Their prototype, built at the request of a local utility company, consists of a lightweight aluminum frame that uses rope and a lever-and-pulley system to enable the worker to detach a transformer’s power connector (known as a load-break elbow). This operation sometimes triggers an explosive arc that can cause serious skin burns and eye injuries. Such arcs can travel as far as 8 feet from the transformer. The new device, however, would enable workers to disconnect the line from 10 to 12 feet away.
“We’re very pleased with the outcome of this project,” said Bruce R. Hirsch, a Baltimore Gas & Electric Co. (BGE) representative who worked with the students. “What they’ve given us is a good start. It’s a very simple design, and they’ve suggested some further refinements.”

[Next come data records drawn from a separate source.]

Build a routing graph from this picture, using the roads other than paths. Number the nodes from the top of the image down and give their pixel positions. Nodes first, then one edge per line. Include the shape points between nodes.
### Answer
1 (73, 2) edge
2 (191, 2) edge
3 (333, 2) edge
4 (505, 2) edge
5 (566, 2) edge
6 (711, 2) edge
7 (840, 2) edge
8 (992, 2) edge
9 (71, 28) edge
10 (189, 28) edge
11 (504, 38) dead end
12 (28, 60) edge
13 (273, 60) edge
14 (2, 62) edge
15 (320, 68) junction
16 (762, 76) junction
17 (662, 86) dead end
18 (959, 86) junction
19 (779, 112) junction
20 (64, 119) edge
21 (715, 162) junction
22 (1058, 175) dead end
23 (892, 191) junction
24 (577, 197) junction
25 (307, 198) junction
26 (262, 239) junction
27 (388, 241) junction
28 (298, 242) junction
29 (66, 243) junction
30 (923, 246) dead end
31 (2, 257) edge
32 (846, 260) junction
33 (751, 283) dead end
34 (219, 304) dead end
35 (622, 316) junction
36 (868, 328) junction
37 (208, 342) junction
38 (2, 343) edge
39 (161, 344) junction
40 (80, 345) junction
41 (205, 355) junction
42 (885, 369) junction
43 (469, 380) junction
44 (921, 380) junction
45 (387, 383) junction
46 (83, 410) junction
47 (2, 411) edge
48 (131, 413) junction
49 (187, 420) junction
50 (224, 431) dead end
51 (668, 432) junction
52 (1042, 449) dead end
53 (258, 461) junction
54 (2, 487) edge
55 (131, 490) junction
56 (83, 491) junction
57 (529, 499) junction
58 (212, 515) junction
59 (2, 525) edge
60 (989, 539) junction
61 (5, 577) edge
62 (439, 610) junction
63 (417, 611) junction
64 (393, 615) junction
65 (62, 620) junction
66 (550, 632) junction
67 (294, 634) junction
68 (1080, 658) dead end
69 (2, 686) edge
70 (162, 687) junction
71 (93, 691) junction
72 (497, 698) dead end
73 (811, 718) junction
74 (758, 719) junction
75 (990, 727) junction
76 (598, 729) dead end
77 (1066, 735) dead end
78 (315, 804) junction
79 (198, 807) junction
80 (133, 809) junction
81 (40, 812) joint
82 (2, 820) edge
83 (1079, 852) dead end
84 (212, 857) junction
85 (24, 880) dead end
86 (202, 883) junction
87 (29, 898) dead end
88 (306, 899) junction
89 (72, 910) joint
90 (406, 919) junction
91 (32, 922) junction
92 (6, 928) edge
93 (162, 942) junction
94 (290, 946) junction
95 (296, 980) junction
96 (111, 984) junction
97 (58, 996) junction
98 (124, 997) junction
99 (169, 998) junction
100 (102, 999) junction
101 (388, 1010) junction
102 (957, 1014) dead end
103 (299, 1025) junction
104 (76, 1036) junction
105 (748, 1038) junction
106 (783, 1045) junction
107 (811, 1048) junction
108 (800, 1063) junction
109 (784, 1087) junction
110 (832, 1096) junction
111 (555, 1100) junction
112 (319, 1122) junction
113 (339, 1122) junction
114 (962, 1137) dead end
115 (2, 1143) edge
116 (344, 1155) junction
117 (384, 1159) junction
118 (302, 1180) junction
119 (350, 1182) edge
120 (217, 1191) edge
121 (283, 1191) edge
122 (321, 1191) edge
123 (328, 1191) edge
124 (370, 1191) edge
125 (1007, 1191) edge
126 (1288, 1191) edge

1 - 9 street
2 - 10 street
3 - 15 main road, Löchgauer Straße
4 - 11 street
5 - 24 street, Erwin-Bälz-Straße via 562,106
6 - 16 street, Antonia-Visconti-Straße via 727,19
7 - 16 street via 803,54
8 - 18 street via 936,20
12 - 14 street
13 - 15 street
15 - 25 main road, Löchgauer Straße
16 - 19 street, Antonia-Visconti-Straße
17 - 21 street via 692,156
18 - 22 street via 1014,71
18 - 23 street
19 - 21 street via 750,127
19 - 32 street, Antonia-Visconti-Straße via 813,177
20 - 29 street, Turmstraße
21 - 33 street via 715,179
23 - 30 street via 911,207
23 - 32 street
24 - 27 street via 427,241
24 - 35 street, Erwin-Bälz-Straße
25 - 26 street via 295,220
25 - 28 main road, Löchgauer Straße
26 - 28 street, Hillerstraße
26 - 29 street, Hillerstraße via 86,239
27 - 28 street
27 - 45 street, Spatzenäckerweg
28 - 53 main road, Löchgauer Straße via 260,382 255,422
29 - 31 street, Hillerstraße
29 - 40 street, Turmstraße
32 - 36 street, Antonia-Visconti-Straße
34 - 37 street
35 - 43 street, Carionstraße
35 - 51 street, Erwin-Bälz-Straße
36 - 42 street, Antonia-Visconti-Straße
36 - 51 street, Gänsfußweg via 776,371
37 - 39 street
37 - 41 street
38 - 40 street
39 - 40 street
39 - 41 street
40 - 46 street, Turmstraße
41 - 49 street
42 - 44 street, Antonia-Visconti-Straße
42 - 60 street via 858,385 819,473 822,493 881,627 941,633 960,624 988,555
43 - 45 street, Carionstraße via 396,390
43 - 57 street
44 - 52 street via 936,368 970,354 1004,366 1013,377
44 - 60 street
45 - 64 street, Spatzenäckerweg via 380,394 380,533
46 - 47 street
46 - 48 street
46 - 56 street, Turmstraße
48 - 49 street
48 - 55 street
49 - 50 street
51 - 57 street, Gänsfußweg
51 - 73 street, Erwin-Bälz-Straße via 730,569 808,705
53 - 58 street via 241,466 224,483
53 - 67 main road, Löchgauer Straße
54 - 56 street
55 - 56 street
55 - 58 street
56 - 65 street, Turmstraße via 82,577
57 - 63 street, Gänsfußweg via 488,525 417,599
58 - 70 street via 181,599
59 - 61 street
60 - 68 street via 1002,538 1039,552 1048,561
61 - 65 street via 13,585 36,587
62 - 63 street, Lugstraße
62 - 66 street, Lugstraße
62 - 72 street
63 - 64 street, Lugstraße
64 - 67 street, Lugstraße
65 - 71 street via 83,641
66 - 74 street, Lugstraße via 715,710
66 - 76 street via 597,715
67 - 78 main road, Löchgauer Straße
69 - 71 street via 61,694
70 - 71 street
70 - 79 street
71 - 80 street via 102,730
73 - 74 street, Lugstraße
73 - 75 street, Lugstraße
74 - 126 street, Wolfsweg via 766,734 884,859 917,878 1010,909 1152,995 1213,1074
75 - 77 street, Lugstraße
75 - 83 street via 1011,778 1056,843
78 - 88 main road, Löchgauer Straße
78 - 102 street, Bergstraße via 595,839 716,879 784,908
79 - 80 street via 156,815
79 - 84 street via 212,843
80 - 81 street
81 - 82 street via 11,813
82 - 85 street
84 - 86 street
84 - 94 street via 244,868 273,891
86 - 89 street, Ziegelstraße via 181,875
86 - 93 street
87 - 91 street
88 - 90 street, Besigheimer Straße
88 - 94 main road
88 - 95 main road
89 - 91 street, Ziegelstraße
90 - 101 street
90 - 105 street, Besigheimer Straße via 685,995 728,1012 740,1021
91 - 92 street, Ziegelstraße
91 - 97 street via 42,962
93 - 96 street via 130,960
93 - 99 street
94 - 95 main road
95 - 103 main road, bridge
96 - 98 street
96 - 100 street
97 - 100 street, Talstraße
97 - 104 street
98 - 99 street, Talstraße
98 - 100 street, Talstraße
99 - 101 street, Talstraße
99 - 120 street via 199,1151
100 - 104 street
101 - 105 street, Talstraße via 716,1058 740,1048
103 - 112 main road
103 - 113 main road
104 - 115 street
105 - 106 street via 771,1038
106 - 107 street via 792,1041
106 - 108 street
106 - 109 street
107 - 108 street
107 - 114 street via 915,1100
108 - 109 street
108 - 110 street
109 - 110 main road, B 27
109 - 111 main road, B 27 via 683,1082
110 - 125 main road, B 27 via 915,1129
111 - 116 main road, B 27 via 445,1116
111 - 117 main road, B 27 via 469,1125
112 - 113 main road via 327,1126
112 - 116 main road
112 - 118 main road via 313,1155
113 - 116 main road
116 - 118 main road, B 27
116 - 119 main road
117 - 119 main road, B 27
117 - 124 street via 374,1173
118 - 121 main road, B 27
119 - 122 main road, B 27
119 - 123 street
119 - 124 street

To acquire the new safety tool, the utility last year turned to Johns Hopkins undergraduates enrolled in the two-semester Engineering Design Project course, offered by the Department of Mechanical Engineering. BGE’s project was aimed at protecting technicians who work in the above-ground, pad-mounted transformer boxes commonly found in residential neighborhoods.
The Goal: Simplicity
Currently, because of the risk of an electrical arc, such workers must wear safety goggles, flame-retardant clothing, protective gloves and a hard hat, and must use an 8-foot-long “hot stick” to disconnect lines that typically carry 7,600 volts. BGE asked the students to devise a system that would allow the workers to remove such lines from the reach of an explosive arc.
This challenge was assigned to a team consisting of seniors Kyle Azevedo of Bridgewater, Conn.; Julie Blumreiter of Muskego, Wis.; and Doo Hyun Lee of Seoul, Korea. BGE provided an unpowered, out-of-service residential transformer box for the team members to use in developing their tool.
The students initially considered complex designs that would employ hydraulic or pneumatic power. “We finally decided on an all-mechanical design that would require no batteries or motors,” said Azevedo. “One of our primary goals for this tool was simplicity.”
The finished prototype features three guide rails that surround the transformer’s elbow connection. A sliding component houses a clamp that grabs onto the connector. The utility technician can then use the lever and pulley system to detach the power line from a safe distance.
Compared to the current hot stick procedure, this device requires the worker to exert only a third as much force, the students said. In addition, the tool also should be simple to transport and utilize during repair assignments.
“We wanted to make this device as small and as light as possible so that one worker could easily operate it alone,” said Lee.
The undergraduates spent about $9,600 to make the prototype but estimated that it could be mass-produced for far less. The prototype has been turned over to BGE, which will conduct further tests and consider refinements in the device before deciding whether to deploy it in the field.